The corpses, found at Tel Sharaf in Salaheddin province, were decomposing and had been strapped with explosive vests, the army said.

They included six abductees who had appeared in an IS video with badly bruised faces. IS claimed they were Iraqi police officers or members of the Hashed al-Shaabi paramilitary force which was key to the jihadists’ defeat.

In the video posted Saturday by the Amaq propaganda outlet of IS, the jihadists threatened to execute their captives unless Baghdad released Sunni Muslim women held in its prisons within three days.

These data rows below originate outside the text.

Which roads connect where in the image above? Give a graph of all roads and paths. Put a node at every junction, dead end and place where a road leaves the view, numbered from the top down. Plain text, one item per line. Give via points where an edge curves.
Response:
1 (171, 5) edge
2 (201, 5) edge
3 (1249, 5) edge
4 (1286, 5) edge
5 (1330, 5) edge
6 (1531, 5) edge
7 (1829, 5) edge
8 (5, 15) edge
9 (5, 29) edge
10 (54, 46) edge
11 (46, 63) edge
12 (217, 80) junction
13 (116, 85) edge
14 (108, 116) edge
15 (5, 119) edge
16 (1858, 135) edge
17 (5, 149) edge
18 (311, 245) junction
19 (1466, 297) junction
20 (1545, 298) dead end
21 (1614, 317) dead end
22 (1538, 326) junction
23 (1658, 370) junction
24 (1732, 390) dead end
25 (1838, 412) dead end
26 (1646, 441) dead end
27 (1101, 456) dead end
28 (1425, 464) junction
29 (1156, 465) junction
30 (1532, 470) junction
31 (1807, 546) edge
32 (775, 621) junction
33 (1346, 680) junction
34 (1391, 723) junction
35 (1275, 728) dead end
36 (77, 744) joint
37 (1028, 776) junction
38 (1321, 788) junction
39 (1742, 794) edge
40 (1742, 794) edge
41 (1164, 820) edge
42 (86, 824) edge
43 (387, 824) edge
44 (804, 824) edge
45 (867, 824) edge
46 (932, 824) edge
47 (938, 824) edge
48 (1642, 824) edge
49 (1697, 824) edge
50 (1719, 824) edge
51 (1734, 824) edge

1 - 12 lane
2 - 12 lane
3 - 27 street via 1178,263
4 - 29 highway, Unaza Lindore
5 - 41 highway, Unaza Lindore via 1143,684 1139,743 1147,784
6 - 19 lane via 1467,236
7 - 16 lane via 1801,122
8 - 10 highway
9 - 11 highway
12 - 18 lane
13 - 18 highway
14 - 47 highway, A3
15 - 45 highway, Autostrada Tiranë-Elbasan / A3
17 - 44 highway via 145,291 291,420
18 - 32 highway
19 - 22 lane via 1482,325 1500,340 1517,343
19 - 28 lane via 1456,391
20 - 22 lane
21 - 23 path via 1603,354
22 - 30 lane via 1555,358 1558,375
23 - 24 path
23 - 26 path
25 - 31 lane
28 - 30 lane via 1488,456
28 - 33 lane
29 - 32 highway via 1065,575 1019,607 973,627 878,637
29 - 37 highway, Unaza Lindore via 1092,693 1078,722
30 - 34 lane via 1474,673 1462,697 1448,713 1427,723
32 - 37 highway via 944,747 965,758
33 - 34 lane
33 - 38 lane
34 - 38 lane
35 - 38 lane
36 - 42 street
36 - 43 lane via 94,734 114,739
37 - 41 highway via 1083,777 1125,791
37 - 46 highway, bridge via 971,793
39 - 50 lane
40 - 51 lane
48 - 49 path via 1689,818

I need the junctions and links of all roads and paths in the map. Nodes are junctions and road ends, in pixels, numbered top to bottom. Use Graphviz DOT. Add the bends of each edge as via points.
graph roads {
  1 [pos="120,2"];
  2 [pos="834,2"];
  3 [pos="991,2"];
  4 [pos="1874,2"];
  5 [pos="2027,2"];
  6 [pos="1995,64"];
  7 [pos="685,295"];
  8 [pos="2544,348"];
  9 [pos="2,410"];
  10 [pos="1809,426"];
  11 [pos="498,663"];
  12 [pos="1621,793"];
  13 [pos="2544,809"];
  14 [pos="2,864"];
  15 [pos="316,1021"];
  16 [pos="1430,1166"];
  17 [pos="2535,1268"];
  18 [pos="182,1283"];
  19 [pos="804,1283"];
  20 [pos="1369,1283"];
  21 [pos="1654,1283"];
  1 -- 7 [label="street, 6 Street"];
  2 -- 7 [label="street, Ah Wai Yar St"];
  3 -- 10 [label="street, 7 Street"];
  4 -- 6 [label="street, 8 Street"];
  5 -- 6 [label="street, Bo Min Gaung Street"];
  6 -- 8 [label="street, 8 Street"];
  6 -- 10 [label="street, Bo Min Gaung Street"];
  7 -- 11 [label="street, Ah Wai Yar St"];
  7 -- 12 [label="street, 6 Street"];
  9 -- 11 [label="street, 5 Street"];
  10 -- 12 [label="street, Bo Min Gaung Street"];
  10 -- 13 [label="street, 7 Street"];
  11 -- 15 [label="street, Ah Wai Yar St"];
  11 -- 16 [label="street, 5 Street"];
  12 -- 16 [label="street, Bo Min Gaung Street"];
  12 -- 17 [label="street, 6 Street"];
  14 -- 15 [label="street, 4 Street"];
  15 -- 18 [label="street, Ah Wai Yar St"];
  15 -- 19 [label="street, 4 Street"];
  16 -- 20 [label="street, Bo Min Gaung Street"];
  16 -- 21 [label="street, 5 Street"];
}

But Abadi said autopsies indicated the captives were already dead when the recording was posted and that “the terrorists posted the video to try to dupe us.”

Iraqi security forces “will also find out who passed on information to the terrorist cell,” he pledged.

Criticism from rights groups

The change of tone from the prime minister came after criticism on social media of his failure to react forcefully to the grisly discovery.

Iraq declared victory over IS in December after expelling the terrorists from all urban centers including second city Mosul in a vast military campaign.

But the Iraqi military has kept up operations targeting mostly desert areas along the porous border with Syria.

This file photo taken on March 12, 2017, shows Iraqi children sitting amidst the rubble of a street in Mosul’s Nablus neighborhood in front of a billboard bearing the logo of the Islamic State terrir group. (AFP Photo/Aris Messinis)

Iraq, which has repeatedly faced criticism over the high number of death sentences handed down by its anti-terrorist courts, hanged at least 111 convicts in 2017.

Around 20,000 people were arrested in the three-year battle for Iraqi forces to evict IS, which had seized swathes of western and northern Iraq in 2014.

Human Rights Watch last week urged Iraq’s judiciary to deal with foreign women and children affiliated with IS on a case-by-case basis instead of slapping them with “one size fits all” sentences.

Since January, HRW said Iraq’s judiciary had “proceeded with rushed trials against foreigners on charges of illegal entry and membership in or assistance” to the terror group.

Most foreign women had been sentenced to death or life in prison and children aged nine and above to between five and 15 years in jail for taking part in violent acts, it said.

The New York-based watchdog called on Iraq “to take into account their individual circumstances and actions and give priority to prosecuting the most serious crimes while exploring alternatives for lesser ones.”